Task instructions: Please print each record that follows precisely as it appears.
START Dataset records
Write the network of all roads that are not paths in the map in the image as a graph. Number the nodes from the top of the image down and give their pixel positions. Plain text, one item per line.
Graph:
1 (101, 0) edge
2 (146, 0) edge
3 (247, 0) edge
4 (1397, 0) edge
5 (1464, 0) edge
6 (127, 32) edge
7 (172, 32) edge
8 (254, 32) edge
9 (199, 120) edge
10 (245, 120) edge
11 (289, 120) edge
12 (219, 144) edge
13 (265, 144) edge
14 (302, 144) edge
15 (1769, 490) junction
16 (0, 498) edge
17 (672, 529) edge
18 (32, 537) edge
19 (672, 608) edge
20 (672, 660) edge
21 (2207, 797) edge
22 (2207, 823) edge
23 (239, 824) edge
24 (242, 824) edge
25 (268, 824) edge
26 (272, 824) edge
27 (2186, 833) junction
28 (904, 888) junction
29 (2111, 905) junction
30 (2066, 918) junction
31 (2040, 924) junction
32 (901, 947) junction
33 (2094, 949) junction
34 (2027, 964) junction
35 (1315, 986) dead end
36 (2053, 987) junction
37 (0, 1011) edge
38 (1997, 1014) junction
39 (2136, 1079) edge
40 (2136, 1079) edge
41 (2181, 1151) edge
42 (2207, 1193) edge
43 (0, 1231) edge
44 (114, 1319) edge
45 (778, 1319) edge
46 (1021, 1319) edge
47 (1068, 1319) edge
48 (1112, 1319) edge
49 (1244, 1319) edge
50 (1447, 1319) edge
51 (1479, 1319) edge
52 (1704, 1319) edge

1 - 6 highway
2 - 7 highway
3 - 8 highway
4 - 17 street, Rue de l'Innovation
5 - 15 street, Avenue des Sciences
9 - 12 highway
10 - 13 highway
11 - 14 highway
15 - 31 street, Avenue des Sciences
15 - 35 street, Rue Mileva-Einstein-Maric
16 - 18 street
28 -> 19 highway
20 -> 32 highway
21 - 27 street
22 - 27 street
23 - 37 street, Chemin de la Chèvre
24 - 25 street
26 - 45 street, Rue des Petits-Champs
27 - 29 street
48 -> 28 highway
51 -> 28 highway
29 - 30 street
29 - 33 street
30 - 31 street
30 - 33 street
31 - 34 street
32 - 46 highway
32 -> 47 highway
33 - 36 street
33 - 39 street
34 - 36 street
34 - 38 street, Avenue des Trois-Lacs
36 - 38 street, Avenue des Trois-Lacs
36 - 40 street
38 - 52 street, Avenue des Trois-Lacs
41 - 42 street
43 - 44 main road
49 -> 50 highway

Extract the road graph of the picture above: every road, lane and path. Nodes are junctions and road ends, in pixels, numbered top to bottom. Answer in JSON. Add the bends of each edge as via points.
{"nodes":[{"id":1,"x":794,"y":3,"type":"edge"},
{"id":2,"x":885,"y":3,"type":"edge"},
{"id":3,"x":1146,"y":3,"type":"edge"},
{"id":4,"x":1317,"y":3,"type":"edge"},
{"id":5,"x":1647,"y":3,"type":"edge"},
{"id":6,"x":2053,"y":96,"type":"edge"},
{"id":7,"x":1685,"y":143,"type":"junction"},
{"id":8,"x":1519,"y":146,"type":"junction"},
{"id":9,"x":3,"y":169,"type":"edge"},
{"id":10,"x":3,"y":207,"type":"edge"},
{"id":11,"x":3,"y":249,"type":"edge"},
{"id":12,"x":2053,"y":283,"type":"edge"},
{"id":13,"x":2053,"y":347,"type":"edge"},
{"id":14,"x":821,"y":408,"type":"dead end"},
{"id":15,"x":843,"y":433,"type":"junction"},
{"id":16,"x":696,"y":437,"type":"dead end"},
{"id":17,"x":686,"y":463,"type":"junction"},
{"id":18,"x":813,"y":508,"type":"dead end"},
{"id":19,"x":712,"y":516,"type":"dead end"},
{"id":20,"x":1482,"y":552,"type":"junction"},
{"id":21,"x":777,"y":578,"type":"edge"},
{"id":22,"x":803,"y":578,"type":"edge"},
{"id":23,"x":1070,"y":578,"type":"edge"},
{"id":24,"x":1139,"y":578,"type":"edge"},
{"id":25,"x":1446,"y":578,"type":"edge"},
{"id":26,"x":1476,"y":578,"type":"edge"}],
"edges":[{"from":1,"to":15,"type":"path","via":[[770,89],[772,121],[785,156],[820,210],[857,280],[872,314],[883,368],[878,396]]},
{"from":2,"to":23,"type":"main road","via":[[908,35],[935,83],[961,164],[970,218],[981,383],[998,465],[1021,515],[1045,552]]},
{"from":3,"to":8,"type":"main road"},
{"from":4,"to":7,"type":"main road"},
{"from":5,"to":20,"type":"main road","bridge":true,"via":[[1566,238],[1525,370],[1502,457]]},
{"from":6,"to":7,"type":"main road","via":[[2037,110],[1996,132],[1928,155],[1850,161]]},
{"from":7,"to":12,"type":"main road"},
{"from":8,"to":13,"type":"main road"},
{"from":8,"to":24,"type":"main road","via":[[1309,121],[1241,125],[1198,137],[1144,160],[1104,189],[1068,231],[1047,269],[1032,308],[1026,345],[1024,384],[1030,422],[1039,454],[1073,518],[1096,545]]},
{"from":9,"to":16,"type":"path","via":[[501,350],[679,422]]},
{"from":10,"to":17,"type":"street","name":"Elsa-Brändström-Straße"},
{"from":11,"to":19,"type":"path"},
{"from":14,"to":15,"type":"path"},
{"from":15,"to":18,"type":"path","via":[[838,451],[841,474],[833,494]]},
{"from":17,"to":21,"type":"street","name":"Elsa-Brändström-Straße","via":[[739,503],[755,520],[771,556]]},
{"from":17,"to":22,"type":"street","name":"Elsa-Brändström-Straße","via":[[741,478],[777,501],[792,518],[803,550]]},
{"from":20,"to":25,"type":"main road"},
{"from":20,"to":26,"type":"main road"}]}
END Dataset records
Task response:
Write the network of all roads that are not paths in the map in the image as a graph. Number the nodes from the top of the image down and give their pixel positions. Plain text, one item per line.
Graph:
1 (101, 0) edge
2 (146, 0) edge
3 (247, 0) edge
4 (1397, 0) edge
5 (1464, 0) edge
6 (127, 32) edge
7 (172, 32) edge
8 (254, 32) edge
9 (199, 120) edge
10 (245, 120) edge
11 (289, 120) edge
12 (219, 144) edge
13 (265, 144) edge
14 (302, 144) edge
15 (1769, 490) junction
16 (0, 498) edge
17 (672, 529) edge
18 (32, 537) edge
19 (672, 608) edge
20 (672, 660) edge
21 (2207, 797) edge
22 (2207, 823) edge
23 (239, 824) edge
24 (242, 824) edge
25 (268, 824) edge
26 (272, 824) edge
27 (2186, 833) junction
28 (904, 888) junction
29 (2111, 905) junction
30 (2066, 918) junction
31 (2040, 924) junction
32 (901, 947) junction
33 (2094, 949) junction
34 (2027, 964) junction
35 (1315, 986) dead end
36 (2053, 987) junction
37 (0, 1011) edge
38 (1997, 1014) junction
39 (2136, 1079) edge
40 (2136, 1079) edge
41 (2181, 1151) edge
42 (2207, 1193) edge
43 (0, 1231) edge
44 (114, 1319) edge
45 (778, 1319) edge
46 (1021, 1319) edge
47 (1068, 1319) edge
48 (1112, 1319) edge
49 (1244, 1319) edge
50 (1447, 1319) edge
51 (1479, 1319) edge
52 (1704, 1319) edge

1 - 6 highway
2 - 7 highway
3 - 8 highway
4 - 17 street, Rue de l'Innovation
5 - 15 street, Avenue des Sciences
9 - 12 highway
10 - 13 highway
11 - 14 highway
15 - 31 street, Avenue des Sciences
15 - 35 street, Rue Mileva-Einstein-Maric
16 - 18 street
28 -> 19 highway
20 -> 32 highway
21 - 27 street
22 - 27 street
23 - 37 street, Chemin de la Chèvre
24 - 25 street
26 - 45 street, Rue des Petits-Champs
27 - 29 street
48 -> 28 highway
51 -> 28 highway
29 - 30 street
29 - 33 street
30 - 31 street
30 - 33 street
31 - 34 street
32 - 46 highway
32 -> 47 highway
33 - 36 street
33 - 39 street
34 - 36 street
34 - 38 street, Avenue des Trois-Lacs
36 - 38 street, Avenue des Trois-Lacs
36 - 40 street
38 - 52 street, Avenue des Trois-Lacs
41 - 42 street
43 - 44 main road
49 -> 50 highway

Extract the road graph of the picture above: every road, lane and path. Nodes are junctions and road ends, in pixels, numbered top to bottom. Answer in JSON. Add the bends of each edge as via points.
{"nodes":[{"id":1,"x":794,"y":3,"type":"edge"},
{"id":2,"x":885,"y":3,"type":"edge"},
{"id":3,"x":1146,"y":3,"type":"edge"},
{"id":4,"x":1317,"y":3,"type":"edge"},
{"id":5,"x":1647,"y":3,"type":"edge"},
{"id":6,"x":2053,"y":96,"type":"edge"},
{"id":7,"x":1685,"y":143,"type":"junction"},
{"id":8,"x":1519,"y":146,"type":"junction"},
{"id":9,"x":3,"y":169,"type":"edge"},
{"id":10,"x":3,"y":207,"type":"edge"},
{"id":11,"x":3,"y":249,"type":"edge"},
{"id":12,"x":2053,"y":283,"type":"edge"},
{"id":13,"x":2053,"y":347,"type":"edge"},
{"id":14,"x":821,"y":408,"type":"dead end"},
{"id":15,"x":843,"y":433,"type":"junction"},
{"id":16,"x":696,"y":437,"type":"dead end"},
{"id":17,"x":686,"y":463,"type":"junction"},
{"id":18,"x":813,"y":508,"type":"dead end"},
{"id":19,"x":712,"y":516,"type":"dead end"},
{"id":20,"x":1482,"y":552,"type":"junction"},
{"id":21,"x":777,"y":578,"type":"edge"},
{"id":22,"x":803,"y":578,"type":"edge"},
{"id":23,"x":1070,"y":578,"type":"edge"},
{"id":24,"x":1139,"y":578,"type":"edge"},
{"id":25,"x":1446,"y":578,"type":"edge"},
{"id":26,"x":1476,"y":578,"type":"edge"}],
"edges":[{"from":1,"to":15,"type":"path","via":[[770,89],[772,121],[785,156],[820,210],[857,280],[872,314],[883,368],[878,396]]},
{"from":2,"to":23,"type":"main road","via":[[908,35],[935,83],[961,164],[970,218],[981,383],[998,465],[1021,515],[1045,552]]},
{"from":3,"to":8,"type":"main road"},
{"from":4,"to":7,"type":"main road"},
{"from":5,"to":20,"type":"main road","bridge":true,"via":[[1566,238],[1525,370],[1502,457]]},
{"from":6,"to":7,"type":"main road","via":[[2037,110],[1996,132],[1928,155],[1850,161]]},
{"from":7,"to":12,"type":"main road"},
{"from":8,"to":13,"type":"main road"},
{"from":8,"to":24,"type":"main road","via":[[1309,121],[1241,125],[1198,137],[1144,160],[1104,189],[1068,231],[1047,269],[1032,308],[1026,345],[1024,384],[1030,422],[1039,454],[1073,518],[1096,545]]},
{"from":9,"to":16,"type":"path","via":[[501,350],[679,422]]},
{"from":10,"to":17,"type":"street","name":"Elsa-Brändström-Straße"},
{"from":11,"to":19,"type":"path"},
{"from":14,"to":15,"type":"path"},
{"from":15,"to":18,"type":"path","via":[[838,451],[841,474],[833,494]]},
{"from":17,"to":21,"type":"street","name":"Elsa-Brändström-Straße","via":[[739,503],[755,520],[771,556]]},
{"from":17,"to":22,"type":"street","name":"Elsa-Brändström-Straße","via":[[741,478],[777,501],[792,518],[803,550]]},
{"from":20,"to":25,"type":"main road"},
{"from":20,"to":26,"type":"main road"}]}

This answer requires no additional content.